(Exercise inputs)

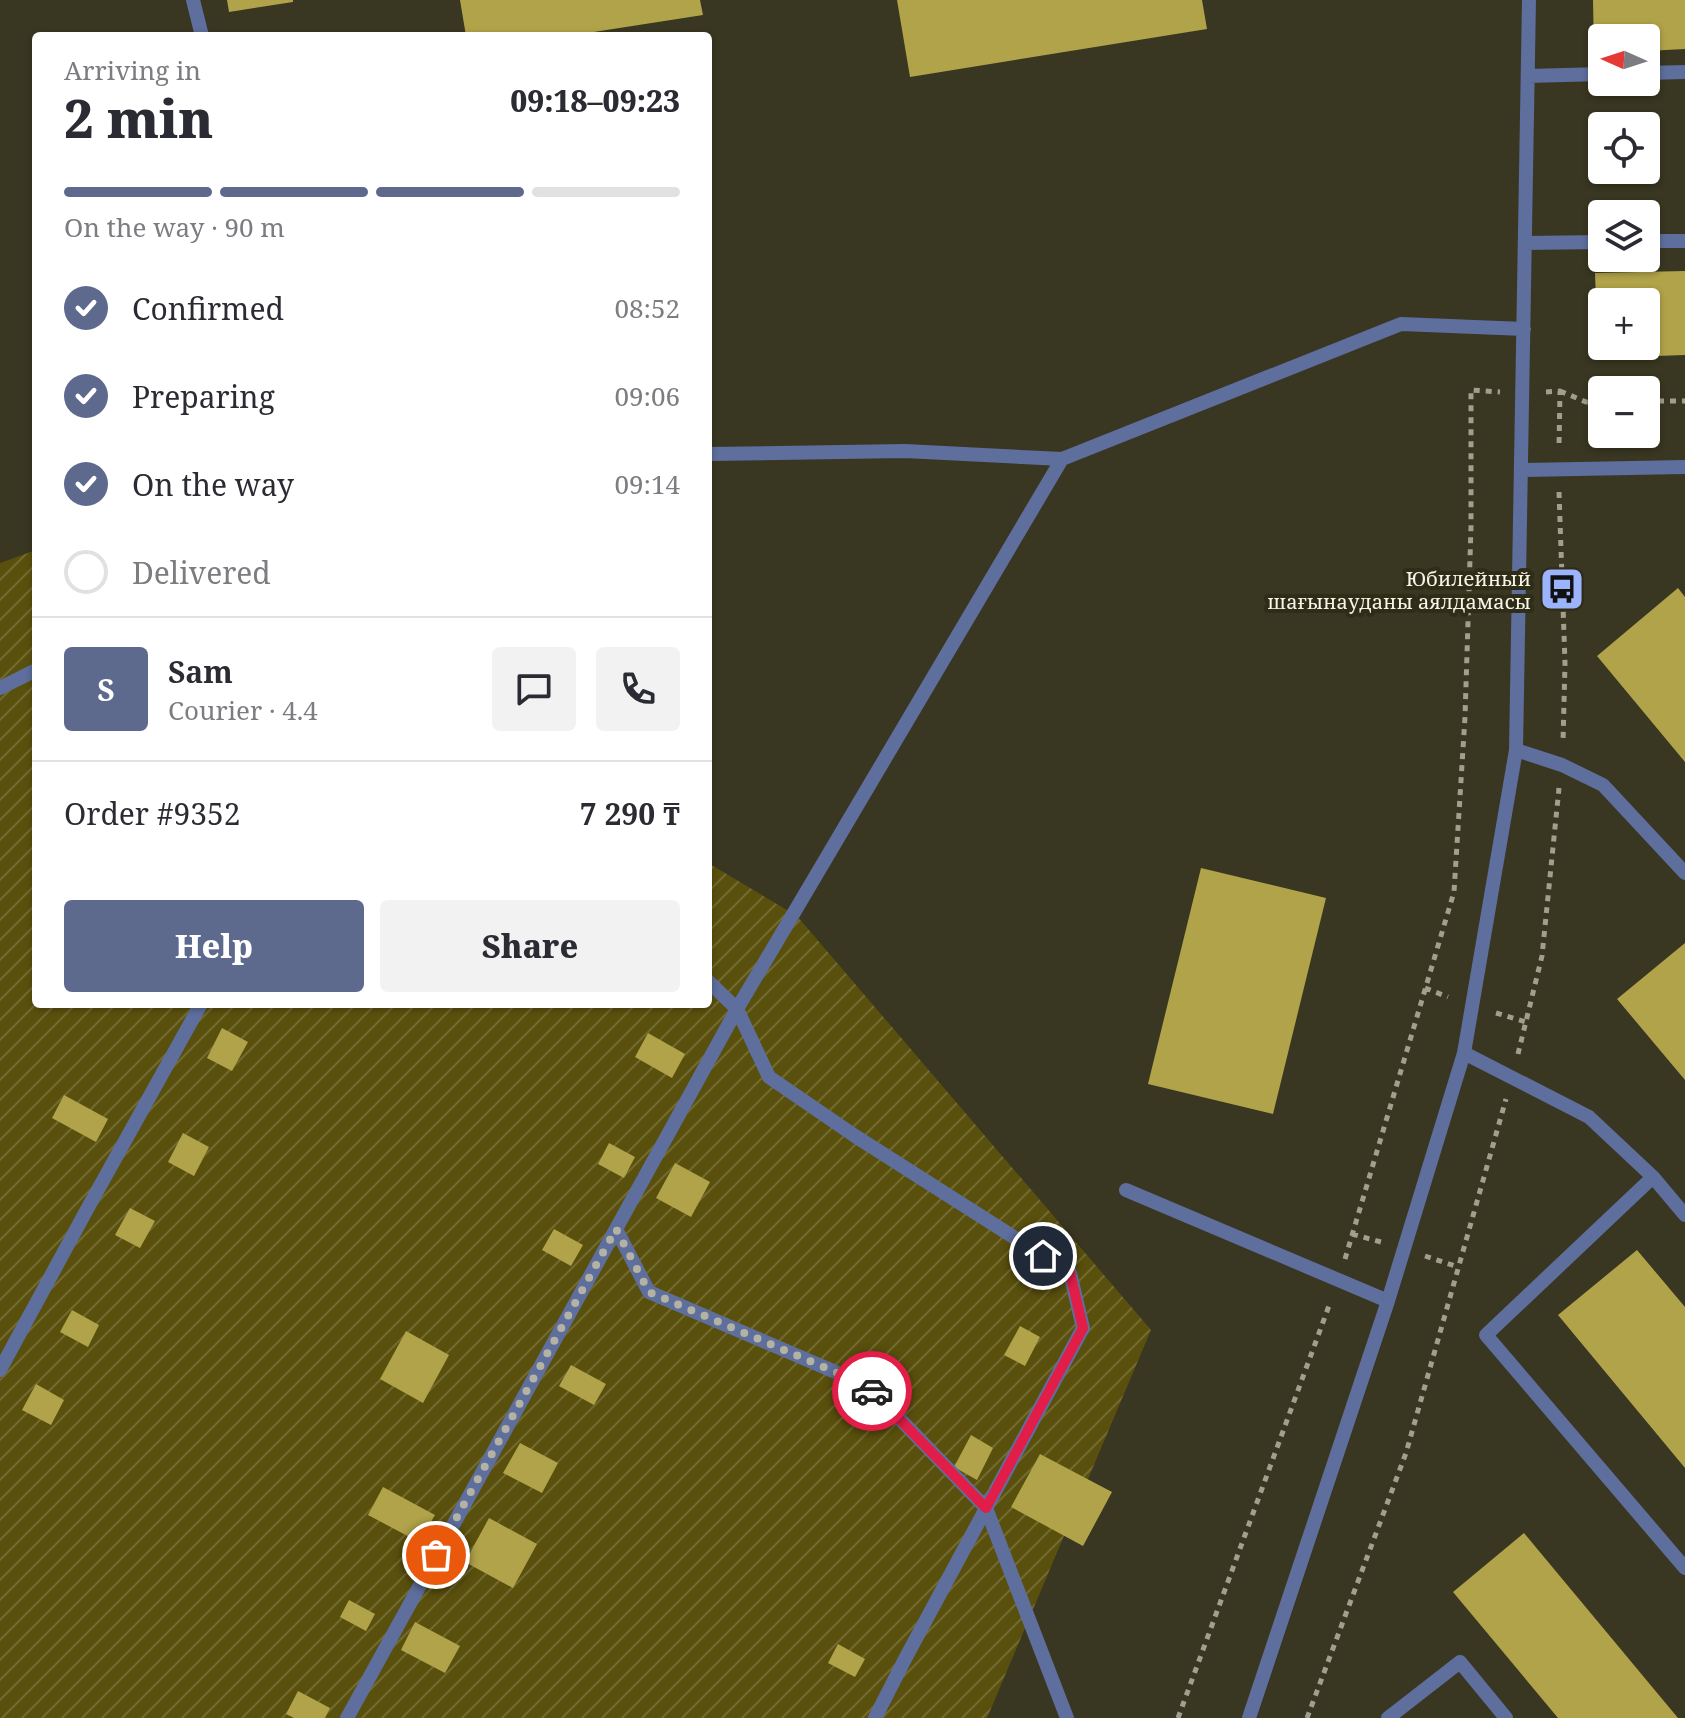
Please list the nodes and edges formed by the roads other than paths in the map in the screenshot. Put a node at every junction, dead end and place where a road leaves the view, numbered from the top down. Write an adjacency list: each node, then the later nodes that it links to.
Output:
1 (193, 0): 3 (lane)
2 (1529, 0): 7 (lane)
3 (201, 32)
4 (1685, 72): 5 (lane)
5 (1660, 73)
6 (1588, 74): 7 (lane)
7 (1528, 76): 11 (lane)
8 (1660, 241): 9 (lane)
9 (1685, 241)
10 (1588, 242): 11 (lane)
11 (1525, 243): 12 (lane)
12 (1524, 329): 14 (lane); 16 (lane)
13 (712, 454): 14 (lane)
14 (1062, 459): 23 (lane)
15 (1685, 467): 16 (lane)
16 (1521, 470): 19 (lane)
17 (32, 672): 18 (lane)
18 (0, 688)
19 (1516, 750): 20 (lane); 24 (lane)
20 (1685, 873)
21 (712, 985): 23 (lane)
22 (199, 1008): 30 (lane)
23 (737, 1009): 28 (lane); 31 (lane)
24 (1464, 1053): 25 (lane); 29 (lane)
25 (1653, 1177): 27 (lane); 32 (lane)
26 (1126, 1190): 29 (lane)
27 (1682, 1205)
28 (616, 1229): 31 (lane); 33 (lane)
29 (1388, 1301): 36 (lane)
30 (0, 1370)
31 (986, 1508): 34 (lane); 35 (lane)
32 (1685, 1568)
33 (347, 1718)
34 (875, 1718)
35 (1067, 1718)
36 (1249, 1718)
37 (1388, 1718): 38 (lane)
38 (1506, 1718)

(End Exercise inputs)

● Exercise
Type out each line of the records above exactly, skipping any pictures.

● Answer to this exercise
Please list the nodes and edges formed by the roads other than paths in the map in the screenshot. Put a node at every junction, dead end and place where a road leaves the view, numbered from the top down. Write an adjacency list: each node, then the later nodes that it links to.
Output:
1 (193, 0): 3 (lane)
2 (1529, 0): 7 (lane)
3 (201, 32)
4 (1685, 72): 5 (lane)
5 (1660, 73)
6 (1588, 74): 7 (lane)
7 (1528, 76): 11 (lane)
8 (1660, 241): 9 (lane)
9 (1685, 241)
10 (1588, 242): 11 (lane)
11 (1525, 243): 12 (lane)
12 (1524, 329): 14 (lane); 16 (lane)
13 (712, 454): 14 (lane)
14 (1062, 459): 23 (lane)
15 (1685, 467): 16 (lane)
16 (1521, 470): 19 (lane)
17 (32, 672): 18 (lane)
18 (0, 688)
19 (1516, 750): 20 (lane); 24 (lane)
20 (1685, 873)
21 (712, 985): 23 (lane)
22 (199, 1008): 30 (lane)
23 (737, 1009): 28 (lane); 31 (lane)
24 (1464, 1053): 25 (lane); 29 (lane)
25 (1653, 1177): 27 (lane); 32 (lane)
26 (1126, 1190): 29 (lane)
27 (1682, 1205)
28 (616, 1229): 31 (lane); 33 (lane)
29 (1388, 1301): 36 (lane)
30 (0, 1370)
31 (986, 1508): 34 (lane); 35 (lane)
32 (1685, 1568)
33 (347, 1718)
34 (875, 1718)
35 (1067, 1718)
36 (1249, 1718)
37 (1388, 1718): 38 (lane)
38 (1506, 1718)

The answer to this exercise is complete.